▸ **What you have to do**
In the listing below, locate the lines that hold the string "need". Copy those lines.

-.-.-

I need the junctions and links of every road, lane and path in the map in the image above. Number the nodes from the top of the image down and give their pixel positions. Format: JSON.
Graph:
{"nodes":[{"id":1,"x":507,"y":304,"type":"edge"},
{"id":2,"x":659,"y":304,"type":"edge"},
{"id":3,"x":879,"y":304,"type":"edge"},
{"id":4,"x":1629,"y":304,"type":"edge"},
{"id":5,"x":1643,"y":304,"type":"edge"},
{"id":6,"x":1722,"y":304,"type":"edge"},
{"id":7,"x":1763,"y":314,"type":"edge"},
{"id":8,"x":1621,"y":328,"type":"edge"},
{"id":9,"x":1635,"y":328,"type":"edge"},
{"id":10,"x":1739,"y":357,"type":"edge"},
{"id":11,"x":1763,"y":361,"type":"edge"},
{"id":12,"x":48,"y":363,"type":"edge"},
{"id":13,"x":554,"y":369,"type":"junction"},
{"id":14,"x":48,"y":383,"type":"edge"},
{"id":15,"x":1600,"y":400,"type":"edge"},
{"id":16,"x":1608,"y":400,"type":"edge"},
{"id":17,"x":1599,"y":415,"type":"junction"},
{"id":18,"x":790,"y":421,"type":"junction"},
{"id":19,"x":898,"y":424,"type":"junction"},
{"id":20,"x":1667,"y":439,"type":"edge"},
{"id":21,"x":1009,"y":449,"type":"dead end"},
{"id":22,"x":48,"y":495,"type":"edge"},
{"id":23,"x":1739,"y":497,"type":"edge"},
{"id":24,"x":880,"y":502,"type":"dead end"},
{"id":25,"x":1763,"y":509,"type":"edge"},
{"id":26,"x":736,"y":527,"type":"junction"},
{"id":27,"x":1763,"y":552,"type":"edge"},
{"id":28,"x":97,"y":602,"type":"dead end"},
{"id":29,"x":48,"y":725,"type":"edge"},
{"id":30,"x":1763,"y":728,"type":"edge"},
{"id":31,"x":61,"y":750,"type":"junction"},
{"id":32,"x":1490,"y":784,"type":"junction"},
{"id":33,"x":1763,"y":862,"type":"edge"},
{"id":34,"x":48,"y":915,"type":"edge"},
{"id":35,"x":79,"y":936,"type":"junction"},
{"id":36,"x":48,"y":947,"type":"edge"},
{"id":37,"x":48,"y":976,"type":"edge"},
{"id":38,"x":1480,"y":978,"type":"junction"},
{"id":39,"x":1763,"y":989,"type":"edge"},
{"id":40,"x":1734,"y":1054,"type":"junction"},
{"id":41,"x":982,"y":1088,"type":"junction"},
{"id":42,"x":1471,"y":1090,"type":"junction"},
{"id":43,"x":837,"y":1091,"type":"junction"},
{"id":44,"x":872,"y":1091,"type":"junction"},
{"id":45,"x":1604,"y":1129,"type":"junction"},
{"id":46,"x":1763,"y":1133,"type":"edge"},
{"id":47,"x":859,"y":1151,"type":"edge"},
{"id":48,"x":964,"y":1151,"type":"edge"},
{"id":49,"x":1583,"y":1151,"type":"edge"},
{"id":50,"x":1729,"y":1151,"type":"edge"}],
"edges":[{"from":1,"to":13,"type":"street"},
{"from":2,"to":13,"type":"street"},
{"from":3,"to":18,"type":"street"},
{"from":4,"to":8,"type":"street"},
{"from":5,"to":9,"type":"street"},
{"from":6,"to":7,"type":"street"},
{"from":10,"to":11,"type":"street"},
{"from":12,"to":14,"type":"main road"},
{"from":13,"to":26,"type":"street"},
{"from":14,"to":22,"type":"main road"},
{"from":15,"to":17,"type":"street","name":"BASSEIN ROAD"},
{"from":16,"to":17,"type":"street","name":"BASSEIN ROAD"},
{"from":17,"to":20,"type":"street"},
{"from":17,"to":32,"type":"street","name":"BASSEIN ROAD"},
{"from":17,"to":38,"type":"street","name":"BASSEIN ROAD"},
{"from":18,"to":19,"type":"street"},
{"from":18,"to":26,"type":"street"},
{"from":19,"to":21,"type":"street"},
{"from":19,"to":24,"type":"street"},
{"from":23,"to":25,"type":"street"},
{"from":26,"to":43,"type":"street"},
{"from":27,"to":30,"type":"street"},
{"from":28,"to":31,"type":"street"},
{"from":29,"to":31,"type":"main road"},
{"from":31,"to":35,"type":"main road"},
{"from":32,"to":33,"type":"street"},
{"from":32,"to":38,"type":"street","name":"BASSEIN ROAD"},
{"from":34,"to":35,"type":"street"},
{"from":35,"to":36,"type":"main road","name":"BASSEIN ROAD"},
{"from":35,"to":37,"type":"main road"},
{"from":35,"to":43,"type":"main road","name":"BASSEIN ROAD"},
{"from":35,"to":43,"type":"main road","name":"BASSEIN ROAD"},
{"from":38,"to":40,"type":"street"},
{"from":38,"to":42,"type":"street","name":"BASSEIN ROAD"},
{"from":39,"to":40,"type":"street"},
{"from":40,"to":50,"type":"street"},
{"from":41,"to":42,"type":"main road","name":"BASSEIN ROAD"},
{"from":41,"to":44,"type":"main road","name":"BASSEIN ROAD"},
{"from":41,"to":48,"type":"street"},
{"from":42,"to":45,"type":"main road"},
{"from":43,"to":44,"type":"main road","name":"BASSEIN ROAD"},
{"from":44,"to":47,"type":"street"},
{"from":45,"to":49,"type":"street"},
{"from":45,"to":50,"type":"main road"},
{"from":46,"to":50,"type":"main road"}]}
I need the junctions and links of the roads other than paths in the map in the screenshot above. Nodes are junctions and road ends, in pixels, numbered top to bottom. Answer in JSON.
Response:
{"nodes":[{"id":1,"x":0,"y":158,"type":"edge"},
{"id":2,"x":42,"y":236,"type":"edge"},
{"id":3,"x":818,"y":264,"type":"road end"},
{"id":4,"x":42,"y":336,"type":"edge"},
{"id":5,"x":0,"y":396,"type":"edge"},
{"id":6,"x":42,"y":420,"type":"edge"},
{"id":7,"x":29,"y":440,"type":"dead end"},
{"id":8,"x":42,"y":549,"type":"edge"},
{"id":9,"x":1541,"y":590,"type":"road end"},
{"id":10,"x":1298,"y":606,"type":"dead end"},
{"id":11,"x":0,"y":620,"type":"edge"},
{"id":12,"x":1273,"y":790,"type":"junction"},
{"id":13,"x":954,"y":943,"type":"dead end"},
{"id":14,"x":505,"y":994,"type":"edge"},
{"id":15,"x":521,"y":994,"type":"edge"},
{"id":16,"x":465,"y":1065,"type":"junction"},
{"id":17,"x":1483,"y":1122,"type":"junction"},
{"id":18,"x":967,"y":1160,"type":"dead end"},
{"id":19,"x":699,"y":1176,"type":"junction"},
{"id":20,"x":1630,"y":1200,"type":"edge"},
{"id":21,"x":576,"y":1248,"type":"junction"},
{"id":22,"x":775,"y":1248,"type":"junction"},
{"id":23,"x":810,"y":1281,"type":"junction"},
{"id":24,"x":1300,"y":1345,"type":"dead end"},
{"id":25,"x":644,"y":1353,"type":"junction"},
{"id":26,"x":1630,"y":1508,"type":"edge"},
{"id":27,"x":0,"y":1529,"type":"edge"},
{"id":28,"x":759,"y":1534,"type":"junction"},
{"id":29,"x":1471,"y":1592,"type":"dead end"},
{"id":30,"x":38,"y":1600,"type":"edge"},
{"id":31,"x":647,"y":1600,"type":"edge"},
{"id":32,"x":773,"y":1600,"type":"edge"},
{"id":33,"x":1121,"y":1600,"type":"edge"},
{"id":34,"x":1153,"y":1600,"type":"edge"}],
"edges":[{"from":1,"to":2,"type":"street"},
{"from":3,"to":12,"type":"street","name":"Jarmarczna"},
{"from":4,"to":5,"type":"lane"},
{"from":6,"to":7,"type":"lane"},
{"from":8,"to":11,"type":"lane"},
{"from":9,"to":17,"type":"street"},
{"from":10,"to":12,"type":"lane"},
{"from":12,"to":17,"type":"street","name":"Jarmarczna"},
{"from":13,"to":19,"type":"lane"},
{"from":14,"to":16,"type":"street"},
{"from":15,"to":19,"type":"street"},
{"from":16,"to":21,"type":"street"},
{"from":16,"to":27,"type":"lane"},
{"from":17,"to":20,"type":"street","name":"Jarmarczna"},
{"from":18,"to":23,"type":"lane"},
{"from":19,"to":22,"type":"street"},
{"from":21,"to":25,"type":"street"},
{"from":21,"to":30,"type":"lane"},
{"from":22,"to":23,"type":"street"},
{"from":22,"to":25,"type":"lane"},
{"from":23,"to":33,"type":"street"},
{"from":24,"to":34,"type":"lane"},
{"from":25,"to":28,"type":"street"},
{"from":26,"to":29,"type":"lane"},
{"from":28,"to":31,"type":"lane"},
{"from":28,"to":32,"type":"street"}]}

-.-.-

▸ **Solution to the problem**
I need the junctions and links of every road, lane and path in the map in the image above. Number the nodes from the top of the image down and give their pixel positions. Format: JSON.
I need the junctions and links of the roads other than paths in the map in the screenshot above. Nodes are junctions and road ends, in pixels, numbered top to bottom. Answer in JSON.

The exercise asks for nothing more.